Americas and Oceania Collections blog

Exploring the Library’s collections from the Americas and Oceania

17 May 2010

Colonial dress and a creative compass

Colonial Dress 
Colonial Dress © Susan Stockwell, 2009. Photograph © Colin Hampden-White, 2010


One of the things that has most interested me about the Magnificent Maps currently inhabiting our Paccar Gallery is its illustration of the myriad shapes, forms and situations in which we find cartographic objects. So, when I heard about the Royal Geographical Society’s (RGS-IBG) new exhibit, The Creative Compass and the innovative perspective it would cast on mapping I was intrigued to see what would result.

The exhibition is based on the work of Susan Stockwell and Agnès Poitevin-Navarre, who drew inspiration from the RGS archives to visualise different ways of engaging with and thinking through maps.
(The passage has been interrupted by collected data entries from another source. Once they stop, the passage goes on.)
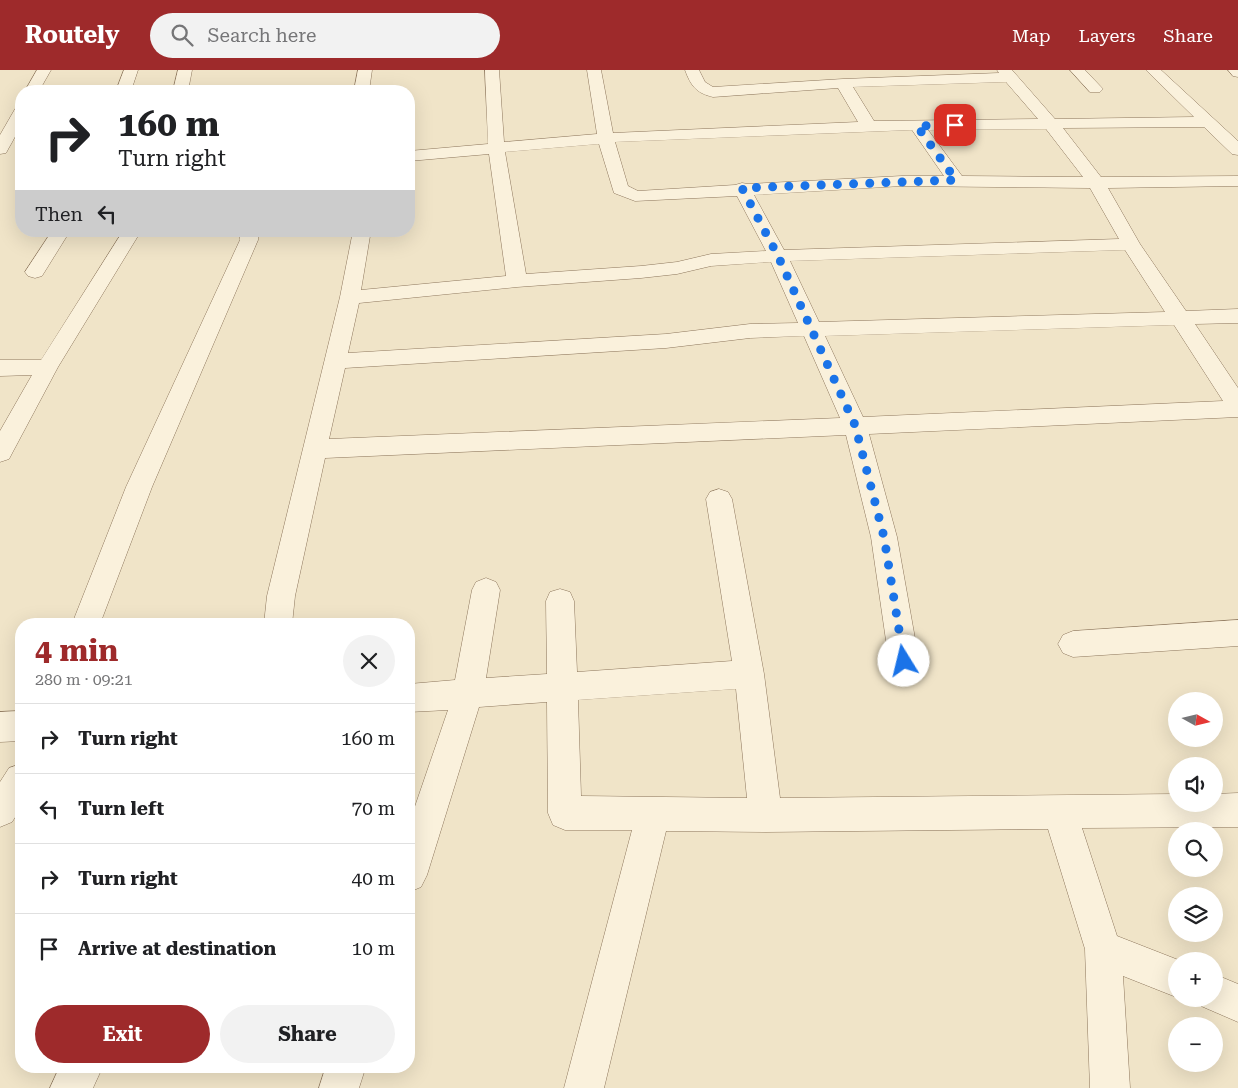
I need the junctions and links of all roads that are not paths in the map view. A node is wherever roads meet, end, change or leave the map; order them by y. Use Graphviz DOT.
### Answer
graph roads {
  1 [pos="44,70"];
  2 [pos="131,70"];
  3 [pos="185,70"];
  4 [pos="365,70"];
  5 [pos="492,70"];
  6 [pos="594,70"];
  7 [pos="692,70"];
  8 [pos="1077,70"];
  9 [pos="1153,70"];
  10 [pos="1235,70"];
  11 [pos="1238,72"];
  12 [pos="1007,73"];
  13 [pos="843,83"];
  14 [pos="35,85"];
  15 [pos="126,85"];
  16 [pos="182,85"];
  17 [pos="363,85"];
  18 [pos="1095,88"];
  19 [pos="1208,122"];
  20 [pos="15,123"];
  21 [pos="1051,124"];
  22 [pos="869,126"];
  23 [pos="917,126"];
  24 [pos="606,138"];
  25 [pos="496,148"];
  26 [pos="0,150"];
  27 [pos="1238,150"];
  28 [pos="415,155"];
  29 [pos="956,180"];
  30 [pos="1238,181"];
  31 [pos="1096,182"];
  32 [pos="742,188"];
  33 [pos="57,237"];
  34 [pos="128,237"];
  35 [pos="249,237"];
  36 [pos="361,237"];
  37 [pos="1131,244"];
  38 [pos="778,256"];
  39 [pos="35,272"];
  40 [pos="517,281"];
  41 [pos="350,297"];
  42 [pos="1238,316"];
  43 [pos="1178,318"];
  44 [pos="811,328"];
  45 [pos="336,361"];
  46 [pos="0,368"];
  47 [pos="47,368"];
  48 [pos="1238,408"];
  49 [pos="855,425"];
  50 [pos="316,449"];
  51 [pos="0,453"];
  52 [pos="719,499"];
  53 [pos="486,590"];
  54 [pos="560,601"];
  55 [pos="88,618"];
  56 [pos="279,618"];
  57 [pos="1238,632"];
  58 [pos="1073,644"];
  59 [pos="904,661"];
  60 [pos="749,674"];
  61 [pos="563,687"];
  62 [pos="468,694"];
  63 [pos="415,698"];
  64 [pos="15,726"];
  65 [pos="0,727"];
  66 [pos="15,789"];
  67 [pos="0,810"];
  68 [pos="1238,810"];
  69 [pos="1060,812"];
  70 [pos="653,814"];
  71 [pos="766,815"];
  72 [pos="415,857"];
  73 [pos="1103,949"];
  74 [pos="1168,975"];
  75 [pos="1223,997"];
  76 [pos="1238,1003"];
  77 [pos="79,1073"];
  78 [pos="344,1073"];
  79 [pos="70,1088"];
  80 [pos="339,1088"];
  81 [pos="584,1088"];
  82 [pos="1110,1088"];
  1 -- 14 [label="street"];
  2 -- 15 [label="street"];
  3 -- 16 [label="street"];
  4 -- 17 [label="street"];
  5 -- 25 [label="street"];
  6 -- 24 [label="street"];
  7 -- 13 [label="street"];
  8 -- 18 [label="street"];
  9 -- 19 [label="street"];
  10 -- 11 [label="street"];
  12 -- 13 [label="street"];
  12 -- 21 [label="street"];
  13 -- 22 [label="street"];
  19 -- 21 [label="street"];
  19 -- 27 [label="street"];
  20 -- 26 [label="street"];
  21 -- 23 [label="street"];
  21 -- 31 [label="street"];
  22 -- 23 [label="street"];
  22 -- 24 [label="street"];
  23 -- 29 [label="street"];
  24 -- 25 [label="street"];
  24 -- 32 [label="street"];
  25 -- 28 [label="street"];
  25 -- 40 [label="street"];
  29 -- 31 [label="street"];
  29 -- 32 [label="street"];
  30 -- 31 [label="street"];
  31 -- 37 [label="street"];
  32 -- 38 [label="street"];
  33 -- 39 [label="street"];
  34 -- 47 [label="street"];
  35 -- 55 [label="street"];
  36 -- 41 [label="street"];
  37 -- 38 [label="street"];
  37 -- 43 [label="street"];
  38 -- 40 [label="street"];
  38 -- 44 [label="street"];
  40 -- 41 [label="street"];
  41 -- 45 [label="street"];
  42 -- 43 [label="street"];
  43 -- 44 [label="street"];
  43 -- 48 [label="street"];
  44 -- 45 [label="street"];
  44 -- 49 [label="street"];
  45 -- 50 [label="street"];
  46 -- 47 [label="street"];
  47 -- 51 [label="street"];
  48 -- 49 [label="street"];
  49 -- 50 [label="street"];
  49 -- 59 [label="street"];
  50 -- 56 [label="street"];
  52 -- 60 [label="street"];
  53 -- 62 [label="street"];
  54 -- 61 [label="street"];
  57 -- 58 [label="street"];
  60 -- 61 [label="street"];
  60 -- 71 [label="street"];
  61 -- 62 [label="street"];
  61 -- 70 [label="street"];
  62 -- 63 [label="street"];
  62 -- 72 [label="street"];
  64 -- 65 [label="street"];
  66 -- 67 [label="street"];
  68 -- 69 [label="street"];
  69 -- 71 [label="street"];
  69 -- 73 [label="street"];
  70 -- 71 [label="street"];
  70 -- 81 [label="street"];
  73 -- 74 [label="street"];
  73 -- 82 [label="street"];
  75 -- 76 [label="street"];
  77 -- 79 [label="street"];
  78 -- 80 [label="street"];
}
While items such as a map of Afghanistan made of US dollars and a Proust-inspired map of London all caught my eye, I spent most of my time looking at Susan Stockwell's The Colonial Dress, which has Africa as its centre. While the RGS is an institution historically associated with male endeavour and derring-do, the piece is a tribute to the women who, while historically invisible, were a central part of the 19th- and 20th-century geographical and colonial endeavour. Whether it be Mary Livingstone helping the sick in Africa, Geraldine Moodie photographing the Arctic or Mary Kingsley exploring Africa, the colonial period was as much defined by these individuals as it was by their male counterparts. To cap it all, invariably they did their work in dress similar to the one above, quite a feat while hacking through the jungle or ploughing through the Arctic.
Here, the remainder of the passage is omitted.